The same URI structure can be used both for sources and destinations. You can read more about SQLAlchemy's SQL Server dialect here.

Change Tracking

ingestr can read SQL Server Change Tracking tables with the mssql+ct://, sqlserver+ct://, azuresql+ct://, and azure-sql+ct:// URI schemes.

sh
ingestr ingest \
    --source-uri "mssql+ct://user:password@host:1433/dbname?encrypt=disable" \
    --source-table "dbo.users" \
    --dest-uri "duckdb:///warehouse.duckdb" \
    --dest-table "dbo.users"

The destination table stores the Change Tracking cursor in _cdc_lsn, so later runs resume automatically from the latest loaded version. Change Tracking loads use the merge strategy by default and require a primary key on the source table.

SQL Server setup example:

sql
ALTER DATABASE your_database
SET CHANGE_TRACKING = ON
(CHANGE_RETENTION = 2 DAYS, AUTO_CLEANUP = ON);

ALTER TABLE dbo.users
ENABLE CHANGE_TRACKING
WITH (TRACK_COLUMNS_UPDATED = OFF);

Change Tracking returns net row changes since the last loaded version. For inserts and updates, ingestr joins the changed primary keys back to the source table and loads the current row. For deletes, SQL Server only returns the primary key, so ingestr marks the destination row as deleted with _cdc_deleted = true while preserving existing destination values for other columns. If a row is updated and then deleted between two ingestr runs, Change Tracking cannot reconstruct the intermediate updated values.

Tips & Tricks

If you're using Azure SQL Server, you can use az cli to generate access tokens to connect to SQL server.

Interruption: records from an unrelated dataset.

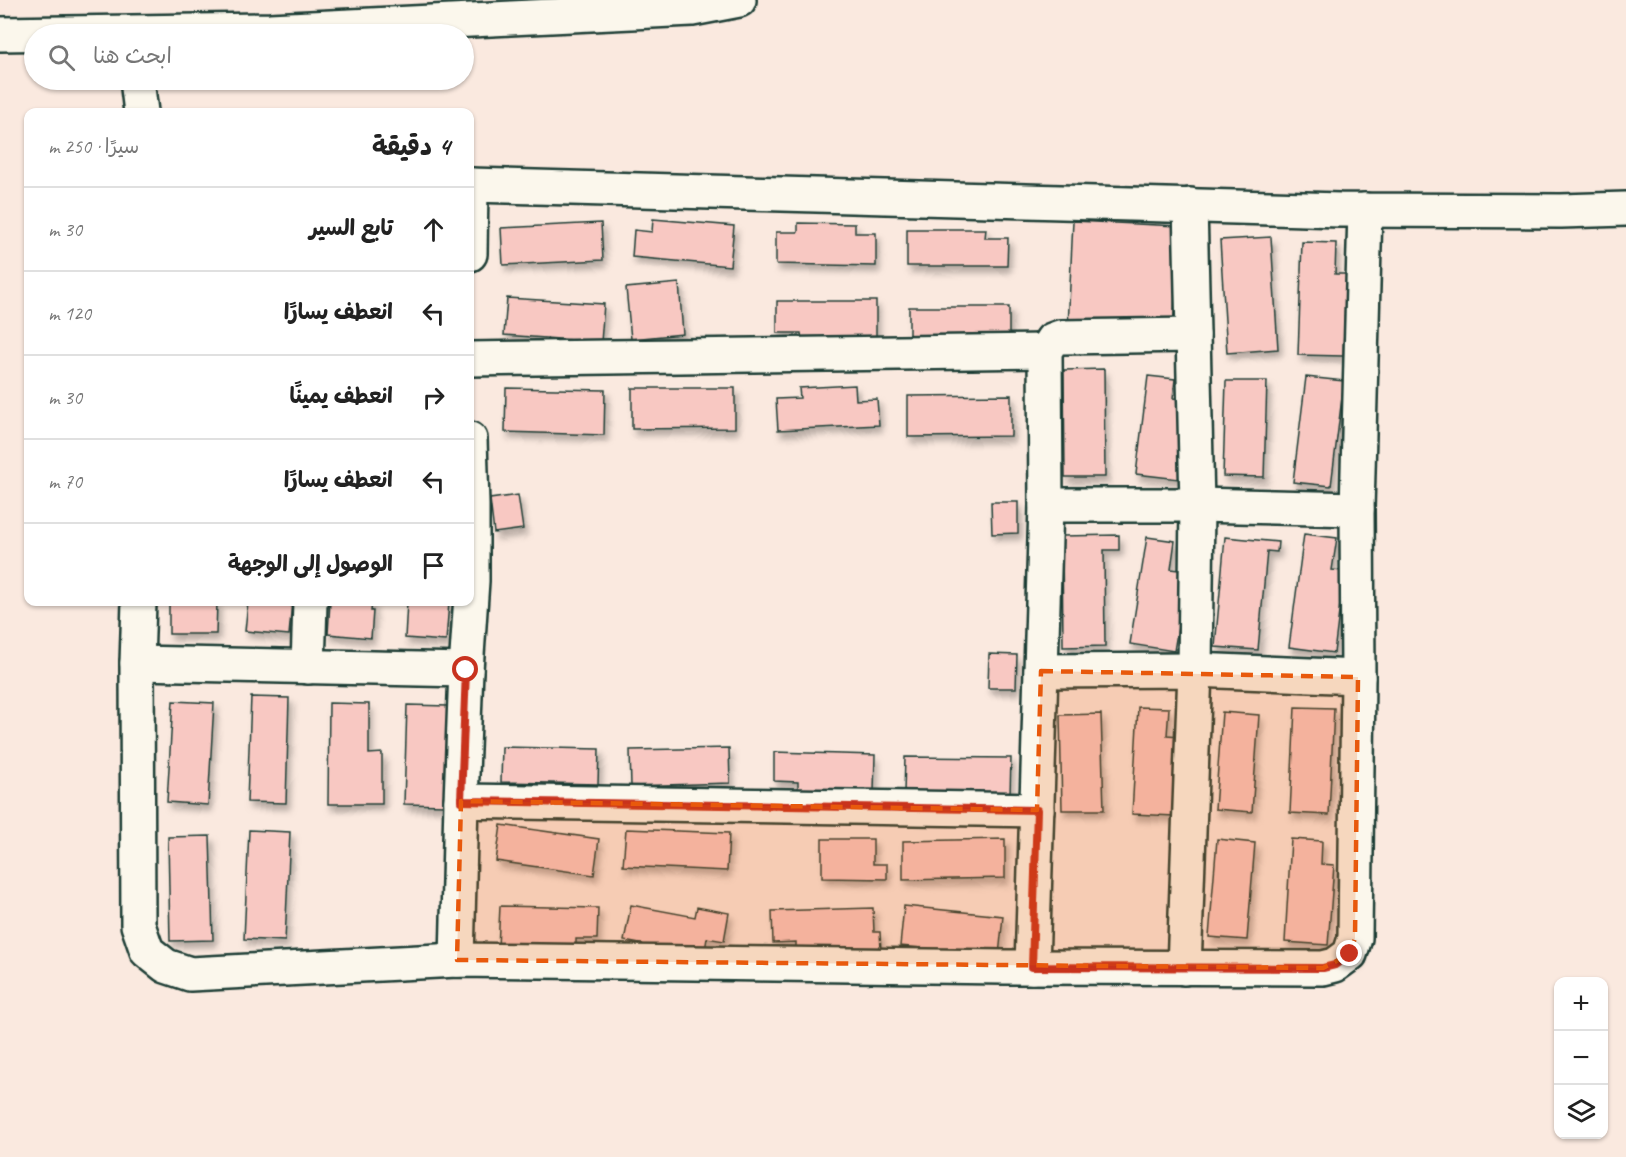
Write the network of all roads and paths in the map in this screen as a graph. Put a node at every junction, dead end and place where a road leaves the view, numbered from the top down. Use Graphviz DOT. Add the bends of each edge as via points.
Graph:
graph roads {
  1 [pos="739,0"];
  2 [pos="391,24"];
  3 [pos="0,34"];
  4 [pos="24,34"];
  5 [pos="138,90"];
  6 [pos="140,108"];
  7 [pos="474,185"];
  8 [pos="1190,205"];
  9 [pos="1626,209"];
  10 [pos="1365,210"];
  11 [pos="1193,334"];
  12 [pos="1045,351"];
  13 [pos="474,359"];
  14 [pos="1046,505"];
  15 [pos="1197,506"];
  16 [pos="1357,509"];
  17 [pos="139,606"];
  18 [pos="310,606"];
  19 [pos="470,606"];
  20 [pos="137,663"];
  21 [pos="308,667"];
  22 [pos="466,670"];
  23 [pos="1041,670"];
  24 [pos="1195,670"];
  25 [pos="1358,677"];
  26 [pos="461,801"];
  27 [pos="1037,810"];
  28 [pos="457,960"];
  29 [pos="1032,967"];
  30 [pos="1184,968"];
  1 -- 2 [label="street" via="692,9"];
  3 -- 4 [label="street"];
  5 -- 6 [label="street"];
  7 -- 8 [label="street"];
  8 -- 10 [label="street"];
  8 -- 11 [label="street"];
  9 -- 10 [label="street"];
  10 -- 16 [label="street"];
  11 -- 12 [label="street" via="1060,337 1052,340"];
  11 -- 15 [label="street"];
  12 -- 13 [label="street"];
  12 -- 14 [label="street"];
  14 -- 15 [label="street"];
  14 -- 23 [label="street"];
  15 -- 16 [label="street"];
  15 -- 24 [label="street"];
  16 -- 25 [label="street"];
  17 -- 20 [label="street"];
  18 -- 21 [label="street"];
  19 -- 22 [label="street"];
  20 -- 21 [label="street"];
  20 -- 28 [label="street" via="138,925 147,951 166,966 190,974"];
  21 -- 22 [label="street"];
  22 -- 26 [label="street"];
  23 -- 24 [label="street"];
  23 -- 27 [label="street"];
  24 -- 25 [label="street"];
  24 -- 30 [label="street"];
  25 -- 30 [label="street" via="1355,938 1350,954 1323,968"];
  26 -- 27 [label="street"];
  26 -- 28 [label="street"];
  27 -- 29 [label="street"];
  28 -- 29 [label="street"];
  29 -- 30 [label="street"];
}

Set the password to your token and the Authentication parameter to ActiveDirectoryAccessToken

sh
USER=$(az account show --query user.name -o tsv)
TOKEN=$(az account get-access-token --resource https://database.windows.net/ --query accessToken -o tsv)
ingestr ingest \
    --source-uri "mssql://$USER:$TOKEN@<server>.database.windows.net/<database>?Authentication=ActiveDirectoryAccessToken" \
    --source-table "dbo.example" \
    --dest-uri "duckdb:///example.db" \
    --dest-table "dbo.example" \